Jewish organizations are hailing Pope Benedict XVI’s unequivocal repudiation of the claim that the Jewish people can be held forever responsible for the death of Jesus.
The Vatican already rejected the claim in general terms in 1965 with the landmark Nostra Aetate document issued by the Vatican II Conference, opening the door to formal Catholic-Jewish dialogue. But in a new volume of his book, “Jesus of Nazareth,” Benedict employs a detailed scholarly analysis of Catholic teaching to make the point clear.

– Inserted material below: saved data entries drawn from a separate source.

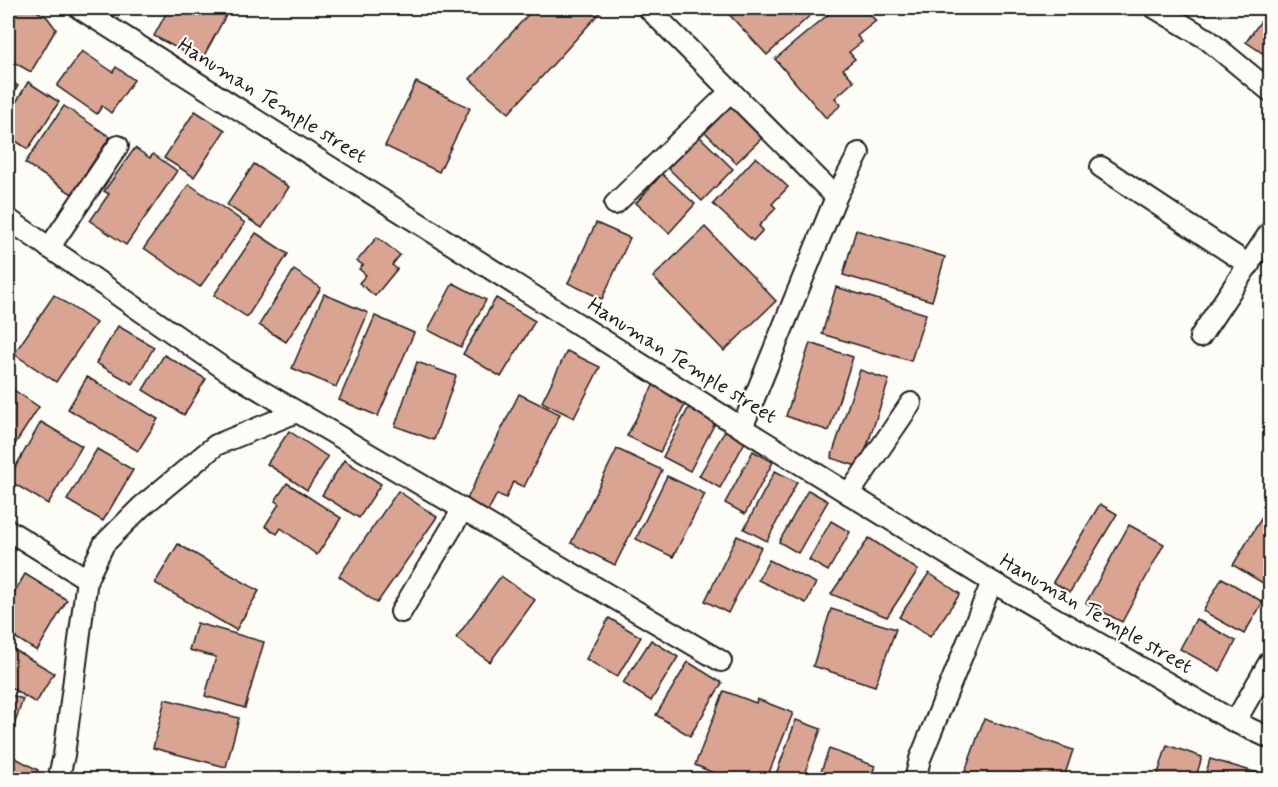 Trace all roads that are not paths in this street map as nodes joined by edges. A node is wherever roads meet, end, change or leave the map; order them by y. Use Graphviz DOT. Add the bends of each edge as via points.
graph roads {
  1 [pos="79,8"];
  2 [pos="648,8"];
  3 [pos="1155,8"];
  4 [pos="731,91"];
  5 [pos="1270,91"];
  6 [pos="118,146"];
  7 [pos="859,153"];
  8 [pos="1101,167"];
  9 [pos="836,197"];
  10 [pos="615,204"];
  11 [pos="8,219"];
  12 [pos="1268,241"];
  13 [pos="50,248"];
  14 [pos="1249,265"];
  15 [pos="1200,337"];
  16 [pos="911,403"];
  17 [pos="297,412"];
  18 [pos="742,428"];
  19 [pos="849,494"];
  20 [pos="463,509"];
  21 [pos="8,530"];
  22 [pos="87,579"];
  23 [pos="992,582"];
  24 [pos="401,612"];
  25 [pos="721,661"];
  26 [pos="1270,661"];
  27 [pos="1235,722"];
  28 [pos="1270,738"];
  29 [pos="58,780"];
  30 [pos="915,780"];
  1 -- 18 [label="street, Hanuman Temple street"];
  2 -- 4 [label="street"];
  3 -- 5 [label="street" via="1207,39"];
  4 -- 9 [label="street"];
  4 -- 10 [label="street"];
  6 -- 13 [label="street"];
  7 -- 9 [label="street"];
  8 -- 14 [label="street"];
  9 -- 18 [label="street"];
  11 -- 13 [label="street"];
  12 -- 14 [label="street"];
  13 -- 17 [label="street" via="226,370"];
  14 -- 15 [label="street"];
  16 -- 19 [label="street"];
  17 -- 20 [label="street"];
  17 -- 22 [label="street" via="216,445 187,466 104,544"];
  18 -- 19 [label="street, Hanuman Temple street"];
  19 -- 23 [label="street, Hanuman Temple street"];
  20 -- 24 [label="street"];
  20 -- 25 [label="street"];
  21 -- 22 [label="street"];
  22 -- 29 [label="street"];
  23 -- 27 [label="street, Hanuman Temple street"];
  23 -- 30 [label="street"];
  26 -- 27 [label="street"];
  27 -- 28 [label="street, Hanuman Temple street"];
} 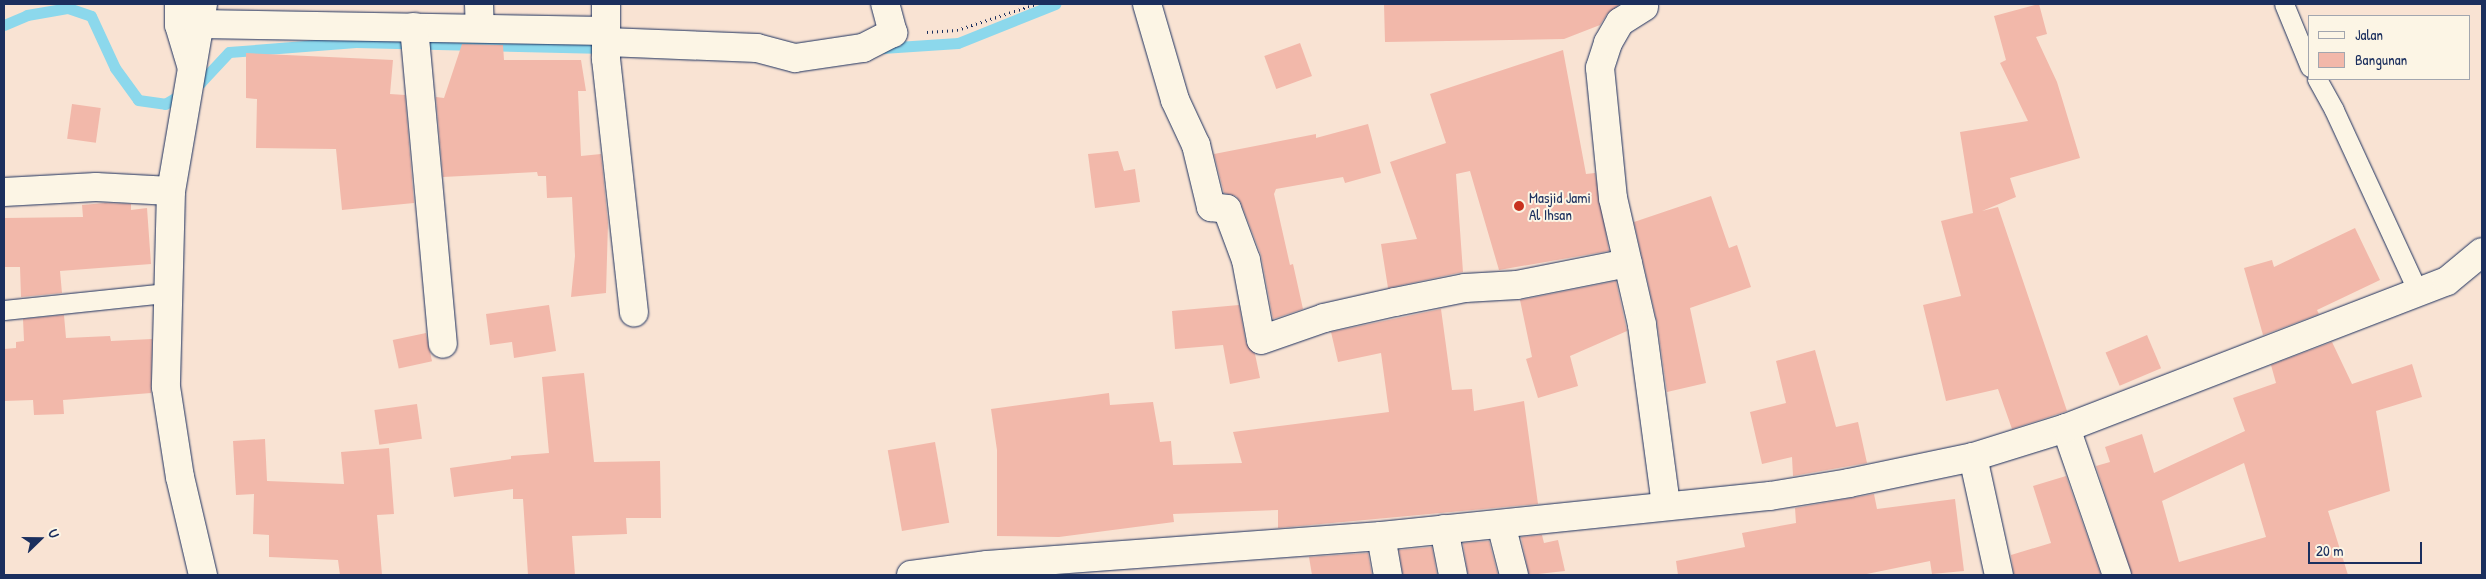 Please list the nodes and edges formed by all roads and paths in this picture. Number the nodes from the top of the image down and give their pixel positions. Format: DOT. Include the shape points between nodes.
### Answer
graph roads {
  1 [pos="179,4"];
  2 [pos="606,4"];
  3 [pos="885,4"];
  4 [pos="1036,4"];
  5 [pos="1148,4"];
  6 [pos="2284,4"];
  7 [pos="1644,6"];
  8 [pos="202,14"];
  9 [pos="479,15"];
  10 [pos="414,27"];
  11 [pos="894,33"];
  12 [pos="606,36"];
  13 [pos="2308,62"];
  14 [pos="193,74"];
  15 [pos="2317,80"];
  16 [pos="171,190"];
  17 [pos="4,192"];
  18 [pos="2482,252"];
  19 [pos="1628,263"];
  20 [pos="2418,292"];
  21 [pos="167,293"];
  22 [pos="4,310"];
  23 [pos="634,312"];
  24 [pos="443,344"];
  25 [pos="2066,428"];
  26 [pos="1974,457"];
  27 [pos="1666,505"];
  28 [pos="1501,524"];
  29 [pos="1444,529"];
  30 [pos="1381,536"];
  31 [pos="204,575"];
  32 [pos="911,575"];
  33 [pos="1388,575"];
  34 [pos="1453,575"];
  35 [pos="1514,575"];
  36 [pos="1999,575"];
  37 [pos="2117,575"];
  1 -- 14 [label="street" via="178,25"];
  2 -- 12 [label="street"];
  3 -- 11 [label="street"];
  4 -- 11 [label="path" via="957,30"];
  5 -- 19 [label="street" via="1174,100 1196,145 1211,207 1227,209 1246,260 1261,340 1324,318 1395,302 1464,288 1517,285"];
  6 -- 13 [label="lane"];
  7 -- 19 [label="street" via="1620,22 1608,43 1600,68 1613,198"];
  8 -- 10 [label="street"];
  8 -- 14 [label="street"];
  9 -- 10 [label="street"];
  9 -- 12 [label="street"];
  10 -- 24 [label="street"];
  11 -- 12 [label="street" via="863,48 795,58 757,48"];
  12 -- 23 [label="street"];
  14 -- 16 [label="street"];
  15 -- 20 [label="lane" via="2334,110"];
  16 -- 17 [label="street" via="96,187"];
  16 -- 21 [label="street"];
  18 -- 20 [label="street" via="2447,281"];
  19 -- 27 [label="street" via="1642,325"];
  20 -- 25 [label="street"];
  21 -- 22 [label="lane"];
  21 -- 31 [label="street" via="166,388 180,477"];
  25 -- 26 [label="street"];
  25 -- 37 [label="street"];
  26 -- 27 [label="street" via="1770,496"];
  26 -- 36 [label="street"];
  27 -- 28 [label="street"];
  28 -- 29 [label="street"];
  28 -- 35 [label="street"];
  29 -- 30 [label="street"];
  29 -- 34 [label="street"];
  30 -- 32 [label="street" via="987,565"];
  30 -- 33 [label="street"];
} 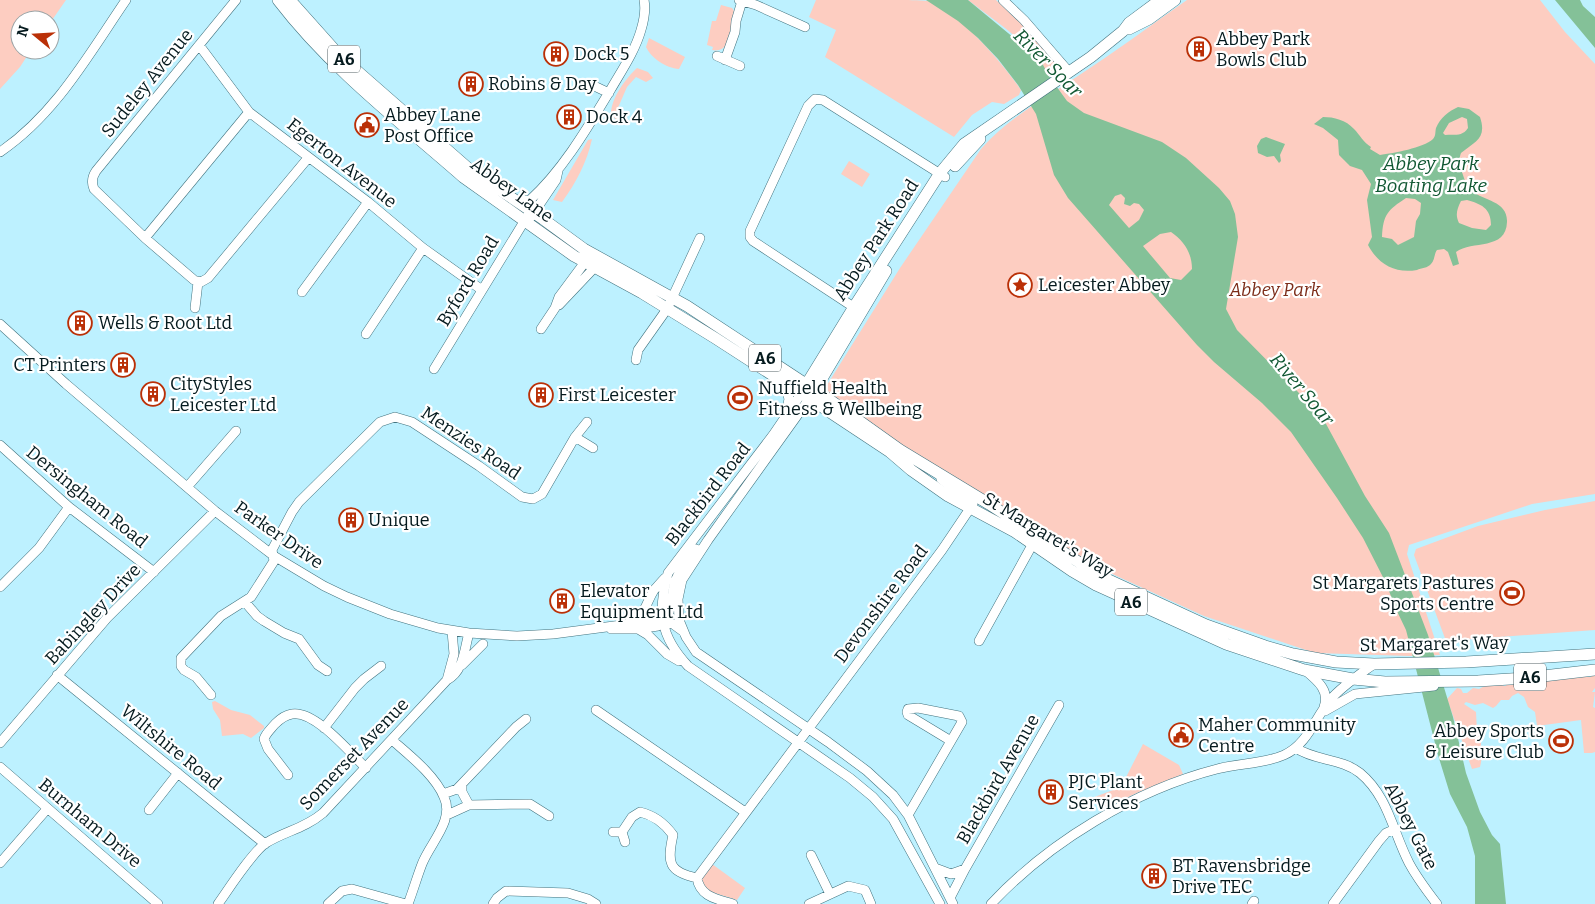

The Anti-Defamation League called it “an important and historic moment” in Catholic-Jewish relations that would build on Nostra Aetate.
Excerpts of the book, which is due out March 10, were released Wednesday.
“Now we must ask: Who exactly were Jesus’ accusers? Who insisted that he be condemned to death?” Benedict writes in a passage regarding Jesus’ condemnation to death by Roman governor Pontius Pilate.
Noting that the Gospel of St. John states that it was “the Jews,” he asks, “How could the whole people have been present at this moment to clamor for Jesus’ death?” John’s use of the term, he writes, “does not in any way indicate – as the modern reader might suppose – the people of Israel in general, even less is it ‘racist’ in character. After all, John himself was ethnically a Jew, as were Jesus and all his followers.”
What John meant by “the Jews”, Benedict writes, was the priestly “temple aristocracy.”
In another passage, Benedict explicitly rejects the notion that the expression reported in the Gospel that “His blood be on us and on our children” meant an eternal curse against the Jewish people. Instead, the pontiff writes, “It means that we all stand in need of the purifying power of love which is his blood. These words are not a curse, but rather redemption, salvation.”
Elan Steinberg, vice president of the American Gathering of Holocaust Survivors and Their Descendants, said the pope’s book marked “a landmark moment” in Catholic-Jewish relations.
“Pope Benedict’s theological repudiation of the deicide charge not only confirms the teachings of Vatican II, which formally rejected collective Jewish guilt, but seals it for a new generation of Catholics,” Steinberg said.